Gaza: la crisi energetica sta uccidendo l’agricoltura
La crisi energetica nella Striscia di Gaza sta affossando il settore agricolo. L’impossibilità da parte degli agricoltori di poter utilizzare i pozzi, alimentati a corrente elettrica, per irrigare le loro terre sta determinando la perdita di moltissimi raccolti, in un territorio già fortemente devastato ed impoverito.

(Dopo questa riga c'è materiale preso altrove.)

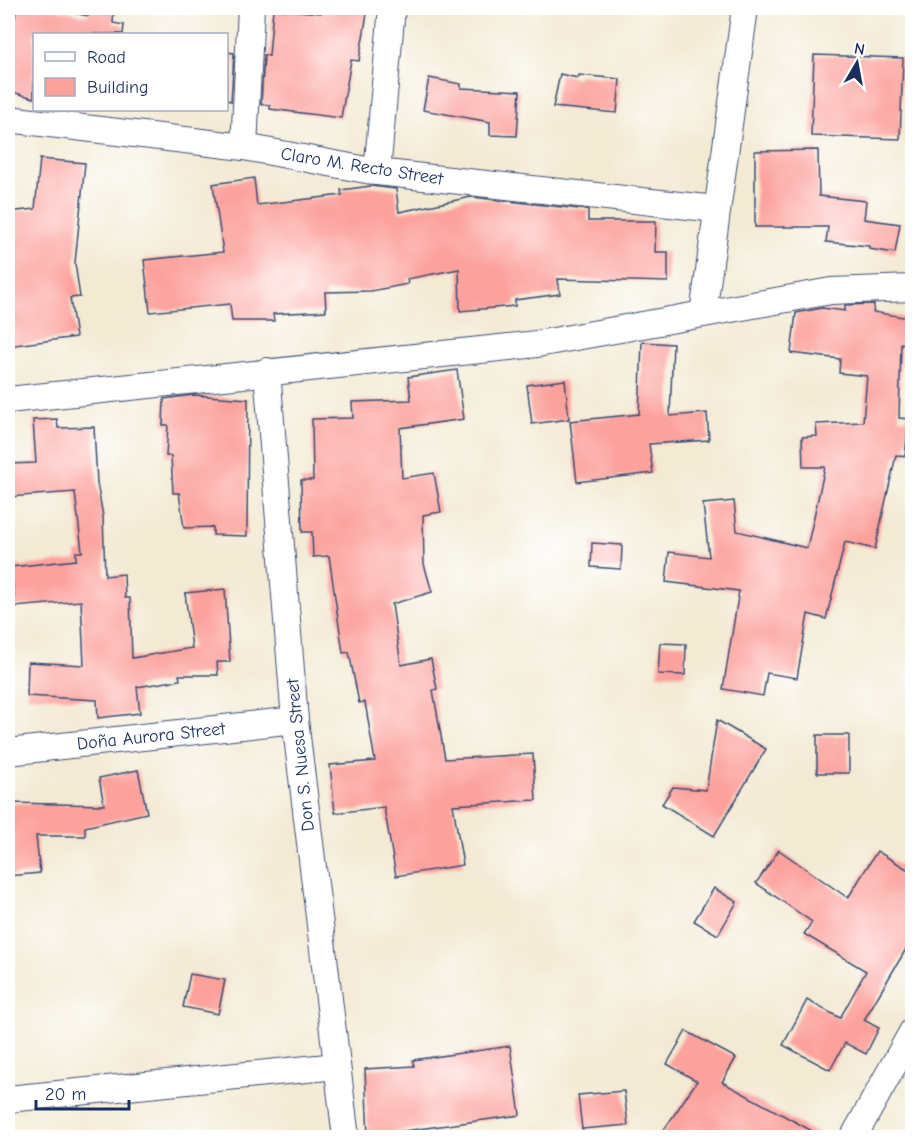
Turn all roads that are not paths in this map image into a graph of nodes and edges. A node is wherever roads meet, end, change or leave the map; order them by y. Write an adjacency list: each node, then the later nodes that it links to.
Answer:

Dal 19 giugno scorso la fornitura quotidiana di energia elettrica è arrivata a meno di quattro ore al giorno. L’azienda energetica israeliana, nelle ultime settimane, ha tagliato altri sei megawatt sulla linea che rifornisce il Nord e il Nord Ovest di Gaza, ovvero le zone più redditizie per l’agricoltura.
L’aumento del black out sta minacciando la vita delle piante e la stessa sicurezza alimentare dei palestinesi. Alcuni agricoltori si sono visti costretti ad acquistare generatori per mantenere vivi i loro raccolti, ma l’alto costo del combustibile sta incidendo pesantemente sul prezzo dei prodotti.
Una reazione a catena che non trova fine. Una crisi che minaccia di aumentare, oltre tutto, le fila di disoccupati nel settore agricolo e di coltivatori che presto non saranno più in grado di far fronte ai crescenti costi della loro attività.
Basti pensare che il costo dei generatori per la gestione dei pozzi di irrigazione è pari a 30 dollari l’ora, prezzi che superano abbondantemente le possibilità finanziarie degli agricoltori.
Il blocco di elettricità colpirà presto la già precaria economia di Gaza e porterà ad una forte instabilità della sicurezza alimentare, con conseguente diminuzione del potere d’acquisto e calo delle esportazioni.
I dati parlano chiaro. Secondo un recente rapporto del Ministero dell’agricoltura i danni causati dalla crisi energetica sono stimati a quasi 55 milioni di dollari.
Se il blocco non cessa, la Striscia di Gaza rischia la desertificazione.